On the production side, Canal+ and MultiChoice together already deliver 10,000 hours of African content annually, and they’re aiming tenfold higher. The goal: a 100,000-hour library within 15 years, with local shows dubbed, rescripted, and distributed internationally. As Mignot puts it, the mission is to “make African creativity travel further”—a clear bet that homegrown stories can thrive beyond local borders.

The Super App: DStv’s Digital Comeback

In a world where streaming is king, Canal+ is placing its biggest wager on a unified digital experience. The upcoming “super app”—slated for launch in early 2026—will combine DStv Stream, GOtv, Showmax, and Canal+ content under a single platform. Users will seamlessly toggle between live TV, on-demand shows, sports, and movies.

More than just convenience, the app is designed as an aggregator, bundling partnerships with third-party streamers like Netflix, Apple TV+, HBO Max, and Paramount+, echoing Canal+’s successful European model. While Showmax’s future remains under review, its catalog will likely fold into this ecosystem, simplifying access and reducing churn among Africa’s growing digital youth audience.

This bold convergence could be DStv’s lifeline—addressing the 11% subscription revenue decline seen in 2025 and transforming how African audiences consume entertainment.

Efficiency as Fuel: Cutting Costs to Power Growth

Canal+ isn’t ignoring the bottom line. MultiChoice’s R7 billion loss in 2023–2024 was a wake-up call, though 2025’s rebound to R2.02 billion in profit showed early signs of recovery. The new owners are tightening operations even further, extending payment cycles and streamlining supply chains to mirror Canal+’s lean European structure.

Despite concerns from regulators and suppliers over delayed payments, Mignot insists the resulting R2 billion in savings will be “reinvested for growth.” Canal+ has pledged R26 billion over three years for local production, sports broadcasting, and SME development, while keeping MultiChoice’s headquarters in Johannesburg.

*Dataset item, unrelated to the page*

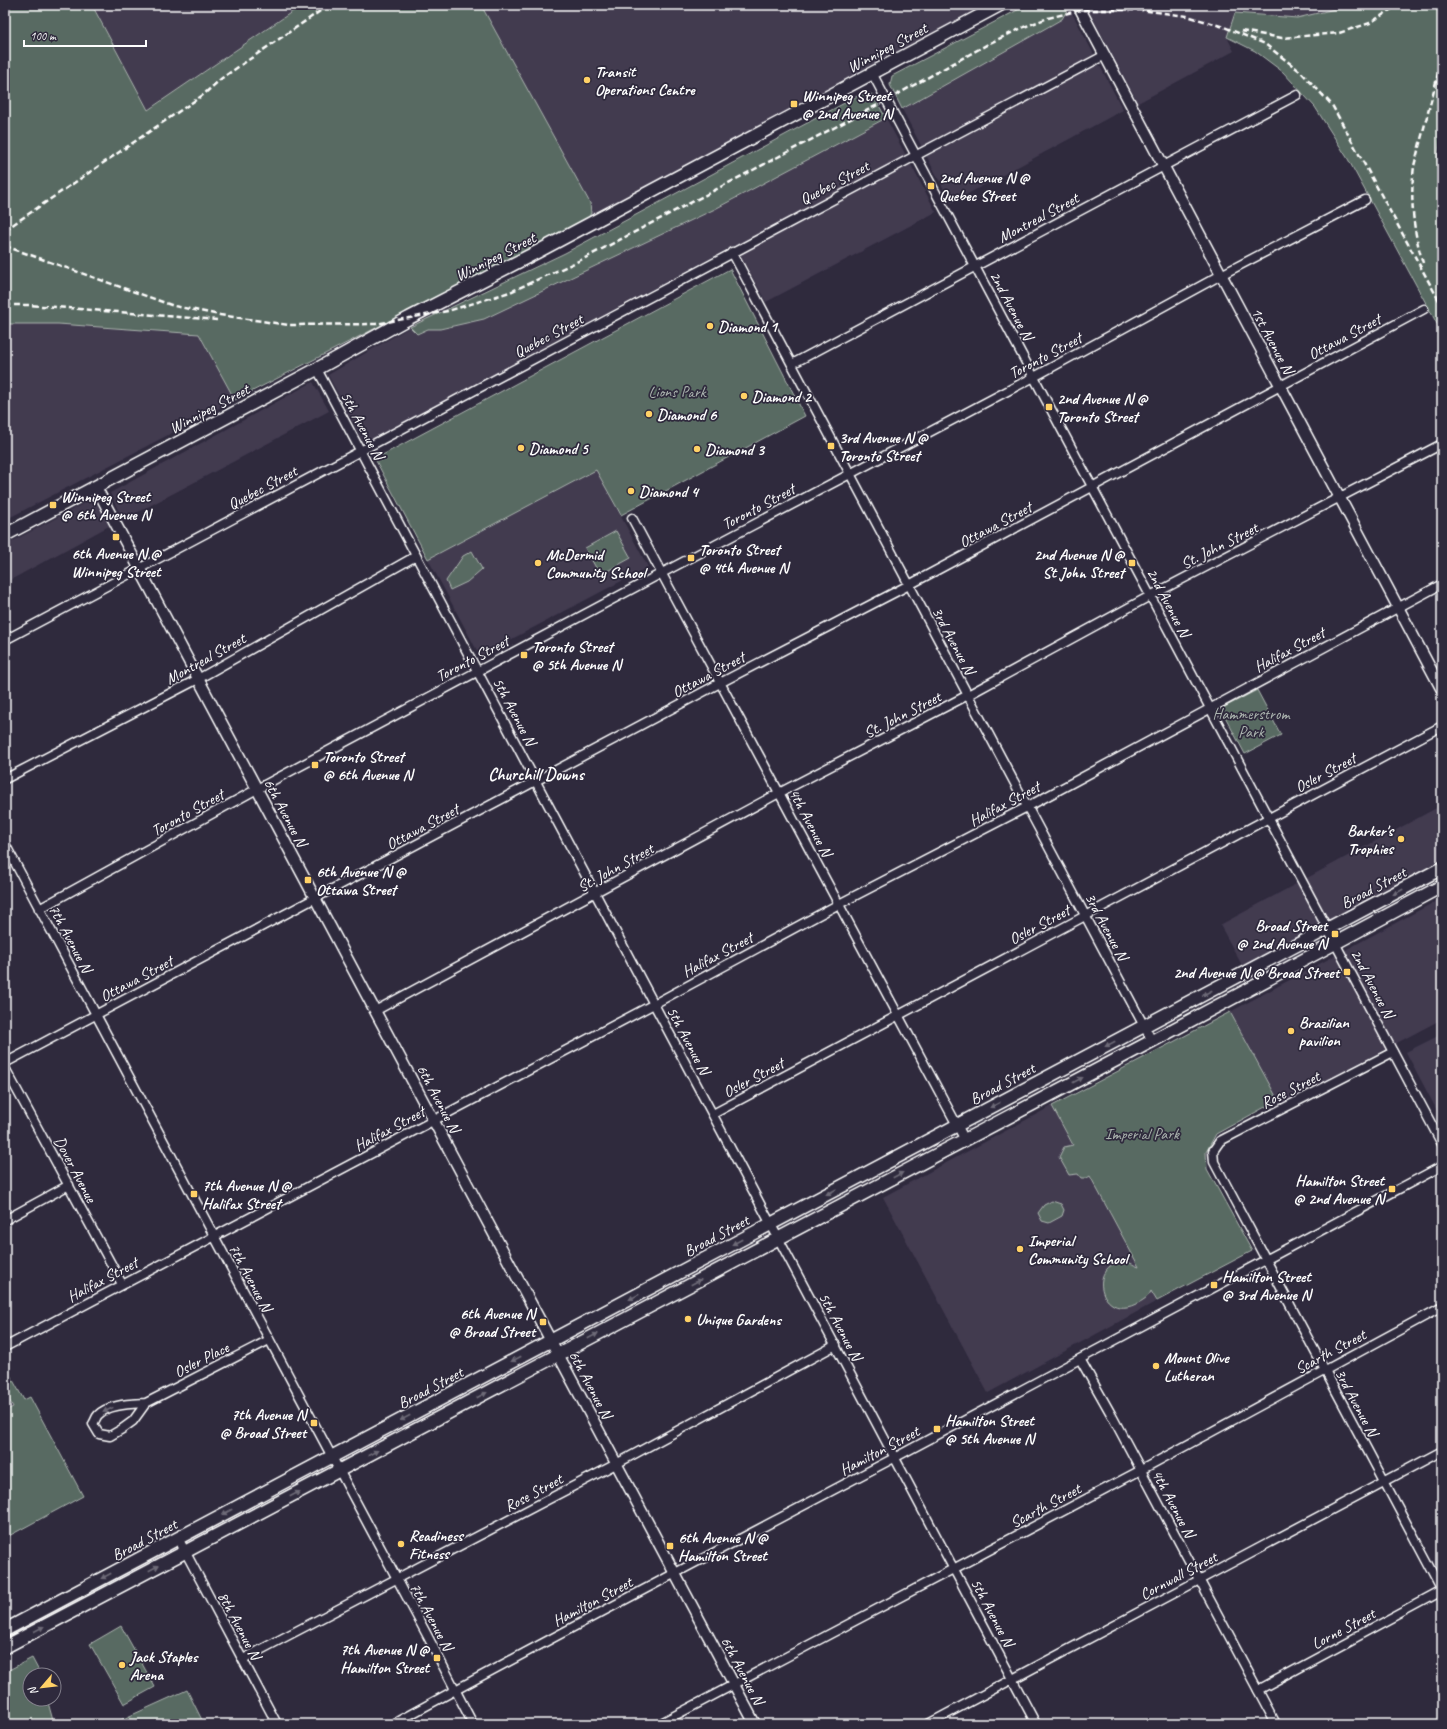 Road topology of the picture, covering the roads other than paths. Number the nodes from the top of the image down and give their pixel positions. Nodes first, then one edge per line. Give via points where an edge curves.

To comply with South African ownership laws, a new entity, LicenceCo, will hold the local broadcast license, ensuring regulatory alignment even as Canal+ takes operational control.

The Road Ahead: Risks and Reinvention

Canal+’s grand vision still faces obstacles—from regulatory scrutiny to market volatility. In Nigeria and Ghana, DStv’s pricing battles remain delicate. Currency swings wiped R5.2 billion from 2025 revenues, and Showmax’s R4 billion investment bill underscores the high cost of digital reinvention.

Yet, with Canal+’s financial muscle and strategic clarity, DStv’s path forward looks far more defined than it has in years.

A Shot at Reinvention

DStv’s revival under Canal+ is more than a corporate turnaround—it’s a bid to redefine African entertainment for the streaming era. Affordable hardware, a revitalized content lineup, and a unified digital platform could transform the company from a fading satellite relic into a cross-continental powerhouse.

As Mignot told News24, the goal is simple: “getting back on a growth trajectory—fast.” If Canal+ delivers on its promises, the next chapter of DStv’s story may not just be about survival, but resurgence.